Assignment:
Reproduce the material that follows exactly, with no line left out.

• • • • •

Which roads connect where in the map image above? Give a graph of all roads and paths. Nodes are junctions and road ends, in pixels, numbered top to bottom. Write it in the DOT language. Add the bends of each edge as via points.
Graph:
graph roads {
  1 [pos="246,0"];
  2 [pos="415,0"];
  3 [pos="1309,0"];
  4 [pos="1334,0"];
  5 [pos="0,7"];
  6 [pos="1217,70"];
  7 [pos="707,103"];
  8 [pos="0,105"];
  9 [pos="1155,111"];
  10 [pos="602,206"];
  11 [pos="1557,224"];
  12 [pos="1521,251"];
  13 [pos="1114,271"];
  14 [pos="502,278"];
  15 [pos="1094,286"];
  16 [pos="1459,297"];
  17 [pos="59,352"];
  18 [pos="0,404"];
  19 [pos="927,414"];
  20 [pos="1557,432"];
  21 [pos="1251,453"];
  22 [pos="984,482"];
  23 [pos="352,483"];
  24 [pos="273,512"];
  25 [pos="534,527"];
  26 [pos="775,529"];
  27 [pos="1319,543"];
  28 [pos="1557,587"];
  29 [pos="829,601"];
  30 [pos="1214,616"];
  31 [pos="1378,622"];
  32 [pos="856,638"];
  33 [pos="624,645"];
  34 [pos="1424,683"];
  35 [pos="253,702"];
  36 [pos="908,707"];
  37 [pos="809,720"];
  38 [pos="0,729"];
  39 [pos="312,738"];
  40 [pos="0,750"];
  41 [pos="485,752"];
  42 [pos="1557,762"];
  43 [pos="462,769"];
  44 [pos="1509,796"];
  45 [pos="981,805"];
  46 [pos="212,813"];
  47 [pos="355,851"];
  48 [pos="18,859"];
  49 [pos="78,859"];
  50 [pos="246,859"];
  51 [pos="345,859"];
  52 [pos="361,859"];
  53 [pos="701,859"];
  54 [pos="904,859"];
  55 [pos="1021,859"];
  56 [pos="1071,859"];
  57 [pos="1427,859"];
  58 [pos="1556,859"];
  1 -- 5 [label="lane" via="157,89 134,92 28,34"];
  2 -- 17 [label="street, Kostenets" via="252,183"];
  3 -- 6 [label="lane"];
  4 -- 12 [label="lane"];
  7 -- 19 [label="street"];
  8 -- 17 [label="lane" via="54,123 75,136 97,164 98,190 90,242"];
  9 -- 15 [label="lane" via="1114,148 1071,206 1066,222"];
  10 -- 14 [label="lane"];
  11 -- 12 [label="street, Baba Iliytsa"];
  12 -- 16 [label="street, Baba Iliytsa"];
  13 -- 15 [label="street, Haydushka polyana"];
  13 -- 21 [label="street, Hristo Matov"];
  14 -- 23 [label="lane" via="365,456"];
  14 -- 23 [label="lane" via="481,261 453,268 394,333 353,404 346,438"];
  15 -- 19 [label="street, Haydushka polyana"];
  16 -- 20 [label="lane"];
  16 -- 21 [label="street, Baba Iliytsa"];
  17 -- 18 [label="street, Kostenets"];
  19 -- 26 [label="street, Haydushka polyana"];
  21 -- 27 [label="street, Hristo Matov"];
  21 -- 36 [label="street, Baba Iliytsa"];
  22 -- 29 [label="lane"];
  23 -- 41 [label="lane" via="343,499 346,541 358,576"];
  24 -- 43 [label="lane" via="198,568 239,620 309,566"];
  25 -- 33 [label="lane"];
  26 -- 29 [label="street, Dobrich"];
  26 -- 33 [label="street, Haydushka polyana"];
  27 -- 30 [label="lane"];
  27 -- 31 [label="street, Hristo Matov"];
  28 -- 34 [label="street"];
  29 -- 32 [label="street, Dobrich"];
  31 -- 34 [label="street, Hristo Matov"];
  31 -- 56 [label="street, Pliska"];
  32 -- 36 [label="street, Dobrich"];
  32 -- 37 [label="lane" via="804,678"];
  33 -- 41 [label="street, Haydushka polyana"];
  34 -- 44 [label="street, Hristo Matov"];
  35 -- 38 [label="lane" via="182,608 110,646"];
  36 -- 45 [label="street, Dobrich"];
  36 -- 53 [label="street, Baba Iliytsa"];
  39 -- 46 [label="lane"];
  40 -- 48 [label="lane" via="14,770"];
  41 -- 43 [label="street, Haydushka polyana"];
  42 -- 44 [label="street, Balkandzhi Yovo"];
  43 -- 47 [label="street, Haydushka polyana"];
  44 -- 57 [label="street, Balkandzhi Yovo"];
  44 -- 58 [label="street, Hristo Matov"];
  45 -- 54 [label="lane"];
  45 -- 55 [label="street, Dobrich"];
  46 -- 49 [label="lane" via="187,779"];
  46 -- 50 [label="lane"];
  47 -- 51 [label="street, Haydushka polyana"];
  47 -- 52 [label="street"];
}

• • • • •

Response to this exercise:
Which roads connect where in the map image above? Give a graph of all roads and paths. Nodes are junctions and road ends, in pixels, numbered top to bottom. Write it in the DOT language. Add the bends of each edge as via points.
Graph:
graph roads {
  1 [pos="246,0"];
  2 [pos="415,0"];
  3 [pos="1309,0"];
  4 [pos="1334,0"];
  5 [pos="0,7"];
  6 [pos="1217,70"];
  7 [pos="707,103"];
  8 [pos="0,105"];
  9 [pos="1155,111"];
  10 [pos="602,206"];
  11 [pos="1557,224"];
  12 [pos="1521,251"];
  13 [pos="1114,271"];
  14 [pos="502,278"];
  15 [pos="1094,286"];
  16 [pos="1459,297"];
  17 [pos="59,352"];
  18 [pos="0,404"];
  19 [pos="927,414"];
  20 [pos="1557,432"];
  21 [pos="1251,453"];
  22 [pos="984,482"];
  23 [pos="352,483"];
  24 [pos="273,512"];
  25 [pos="534,527"];
  26 [pos="775,529"];
  27 [pos="1319,543"];
  28 [pos="1557,587"];
  29 [pos="829,601"];
  30 [pos="1214,616"];
  31 [pos="1378,622"];
  32 [pos="856,638"];
  33 [pos="624,645"];
  34 [pos="1424,683"];
  35 [pos="253,702"];
  36 [pos="908,707"];
  37 [pos="809,720"];
  38 [pos="0,729"];
  39 [pos="312,738"];
  40 [pos="0,750"];
  41 [pos="485,752"];
  42 [pos="1557,762"];
  43 [pos="462,769"];
  44 [pos="1509,796"];
  45 [pos="981,805"];
  46 [pos="212,813"];
  47 [pos="355,851"];
  48 [pos="18,859"];
  49 [pos="78,859"];
  50 [pos="246,859"];
  51 [pos="345,859"];
  52 [pos="361,859"];
  53 [pos="701,859"];
  54 [pos="904,859"];
  55 [pos="1021,859"];
  56 [pos="1071,859"];
  57 [pos="1427,859"];
  58 [pos="1556,859"];
  1 -- 5 [label="lane" via="157,89 134,92 28,34"];
  2 -- 17 [label="street, Kostenets" via="252,183"];
  3 -- 6 [label="lane"];
  4 -- 12 [label="lane"];
  7 -- 19 [label="street"];
  8 -- 17 [label="lane" via="54,123 75,136 97,164 98,190 90,242"];
  9 -- 15 [label="lane" via="1114,148 1071,206 1066,222"];
  10 -- 14 [label="lane"];
  11 -- 12 [label="street, Baba Iliytsa"];
  12 -- 16 [label="street, Baba Iliytsa"];
  13 -- 15 [label="street, Haydushka polyana"];
  13 -- 21 [label="street, Hristo Matov"];
  14 -- 23 [label="lane" via="365,456"];
  14 -- 23 [label="lane" via="481,261 453,268 394,333 353,404 346,438"];
  15 -- 19 [label="street, Haydushka polyana"];
  16 -- 20 [label="lane"];
  16 -- 21 [label="street, Baba Iliytsa"];
  17 -- 18 [label="street, Kostenets"];
  19 -- 26 [label="street, Haydushka polyana"];
  21 -- 27 [label="street, Hristo Matov"];
  21 -- 36 [label="street, Baba Iliytsa"];
  22 -- 29 [label="lane"];
  23 -- 41 [label="lane" via="343,499 346,541 358,576"];
  24 -- 43 [label="lane" via="198,568 239,620 309,566"];
  25 -- 33 [label="lane"];
  26 -- 29 [label="street, Dobrich"];
  26 -- 33 [label="street, Haydushka polyana"];
  27 -- 30 [label="lane"];
  27 -- 31 [label="street, Hristo Matov"];
  28 -- 34 [label="street"];
  29 -- 32 [label="street, Dobrich"];
  31 -- 34 [label="street, Hristo Matov"];
  31 -- 56 [label="street, Pliska"];
  32 -- 36 [label="street, Dobrich"];
  32 -- 37 [label="lane" via="804,678"];
  33 -- 41 [label="street, Haydushka polyana"];
  34 -- 44 [label="street, Hristo Matov"];
  35 -- 38 [label="lane" via="182,608 110,646"];
  36 -- 45 [label="street, Dobrich"];
  36 -- 53 [label="street, Baba Iliytsa"];
  39 -- 46 [label="lane"];
  40 -- 48 [label="lane" via="14,770"];
  41 -- 43 [label="street, Haydushka polyana"];
  42 -- 44 [label="street, Balkandzhi Yovo"];
  43 -- 47 [label="street, Haydushka polyana"];
  44 -- 57 [label="street, Balkandzhi Yovo"];
  44 -- 58 [label="street, Hristo Matov"];
  45 -- 54 [label="lane"];
  45 -- 55 [label="street, Dobrich"];
  46 -- 49 [label="lane" via="187,779"];
  46 -- 50 [label="lane"];
  47 -- 51 [label="street, Haydushka polyana"];
  47 -- 52 [label="street"];
}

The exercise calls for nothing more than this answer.